The Willow Glen Resident
Classifieds Advertising Archives Search About us
News WGNA flooded with money, applications

Around The Glen

Broadway High School relocation plans



    Dr. Rita Segal
    Photograph by Skye Dunlap

    No Bones About It: Dr. Rita Segal became interested in chiropractic after a back injury led her to get her first 'adjustment.'


    Pioneering chiropractor folds up her table after 21 years

    Rita Segal, one of Willow Glen's first chiropractors, retires this week

    By Jessica Lyons

    The first time someone suggested to Rita Segal that she visit a chiropractor, she had to ask what a chiropractor was. She never would have guessed that seven years later, she would become one of Willow Glen's first.

    "I hurt my back and was just not getting well," says the youthful 59-year-old doctor, sitting on a table in front of a framed poster of the nervous system. "After two and a half months, someone suggested I go to a chiropractor, and after the first adjustment I noticed a difference."

    That first adjustment worked so well, Segal decided that she had found her calling. Now, after 21 years in business, three Willow Glen offices and countless back adjustments, Segal is retiring.

    Longtime clients will miss Segal, and not only for her adjustments, they say.

    "I wasn't only her patient. We've been real close friends since 1983," says Pam Zicovich, Segal's long-time patient, friend and eventually receptionist.

    "I'm a housewife. I didn't even know how to turn a computer on. She had the patience of God to train me," Zicovich remembers. She also remembers another time Segal had tremendous patience--when she adjusted the back of Zicovich's Yorkshire Terrier.

    "He'd had several epileptic seizures and she had enough heart to see if she could help him," say Zicovich, whose husband and daughter are also Segal's patients.

    Friday, May 21 is Segal's last day at the small clinic on Meridian Avenue.
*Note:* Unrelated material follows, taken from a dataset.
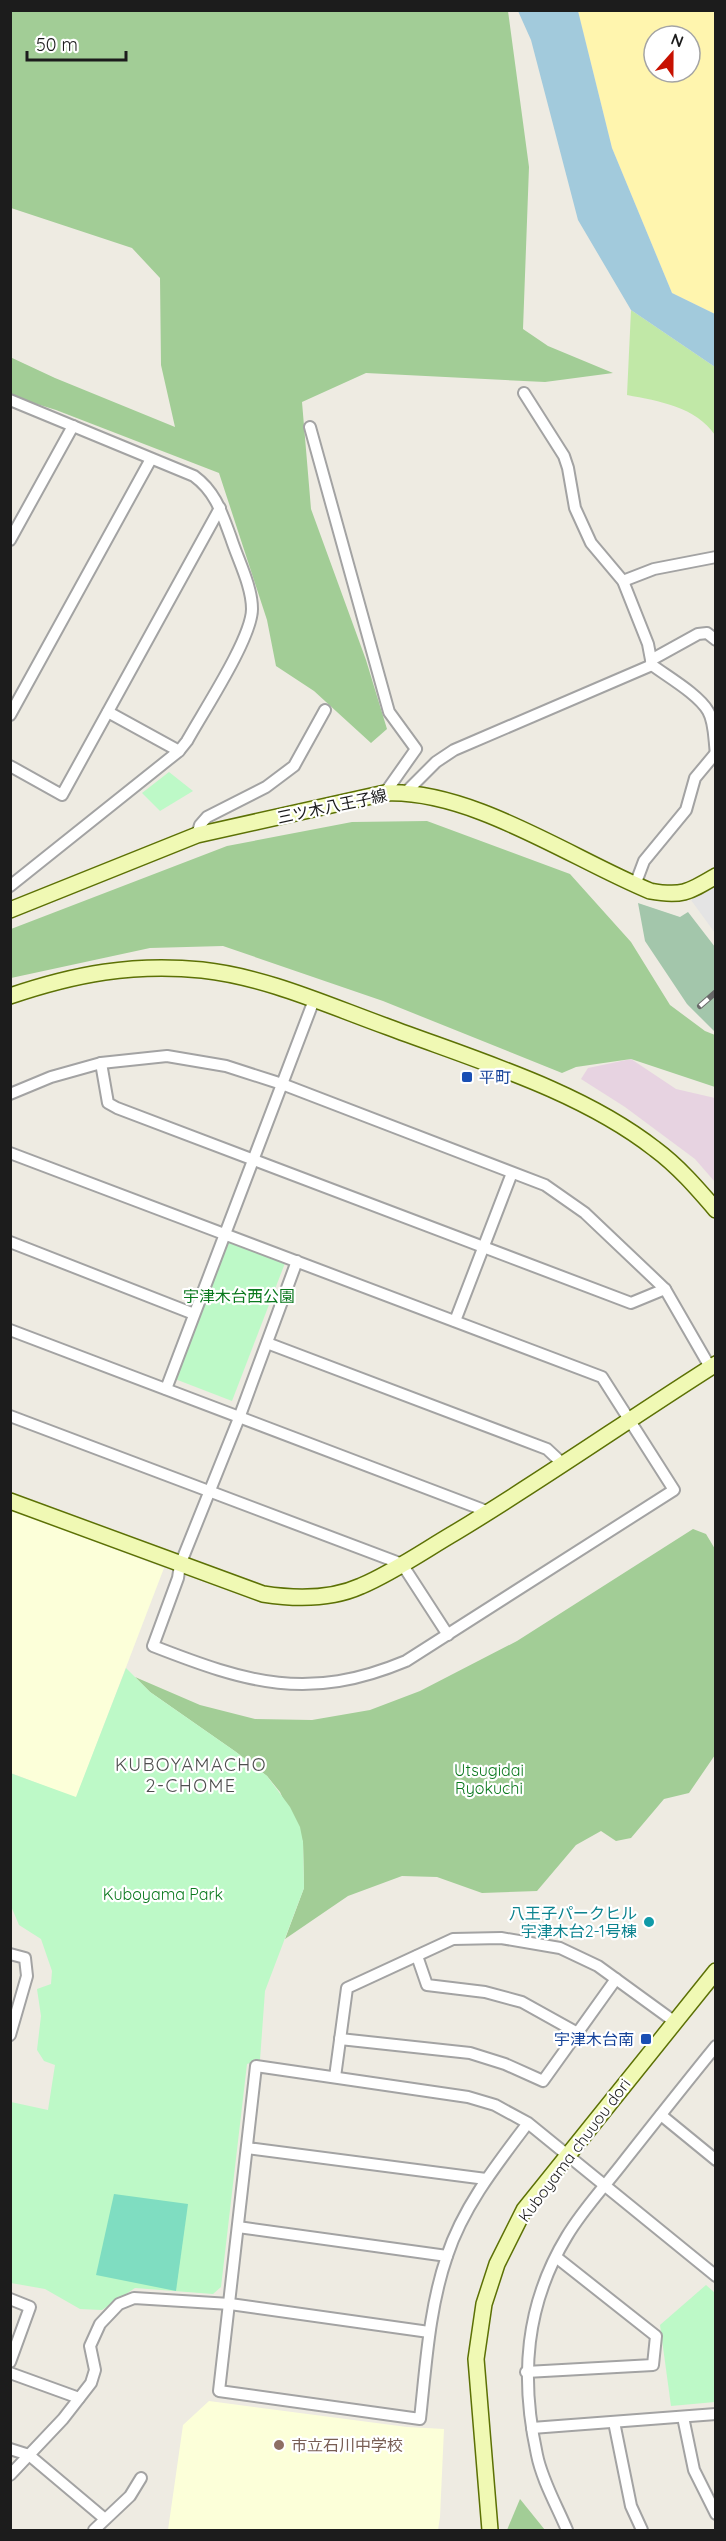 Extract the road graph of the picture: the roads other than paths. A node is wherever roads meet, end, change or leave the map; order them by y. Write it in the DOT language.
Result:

    "I've worked my whole life," she says. "I'd like to see what not working is about. I'd like to be more available to my kids."

    Segal is moving to Las Vegas to be closer to her son, Adam, and grandson, but she'll balance her time between Vegas and Colorado, where her daughter, Lauren, lives. Vegas has the better retirement community, she says, and slot machines.

    "Oh, I'm the queen of slots--hardly," she jokes. Segal did win $1,200 in a dollar machine at Treasure Island, however, at her son's wedding. So maybe luck will follow her into retirement. If she has time to gamble with all of her other retirement plans, that is.

    "I'd like to travel to Europe," Segal says. "I'd like to study music. I'd like to dance--tap, flamenco, whatever. I'll probably be in a band. It's never too late to learn."

    No, it's not. Segal has already proved that once, so why not do it again?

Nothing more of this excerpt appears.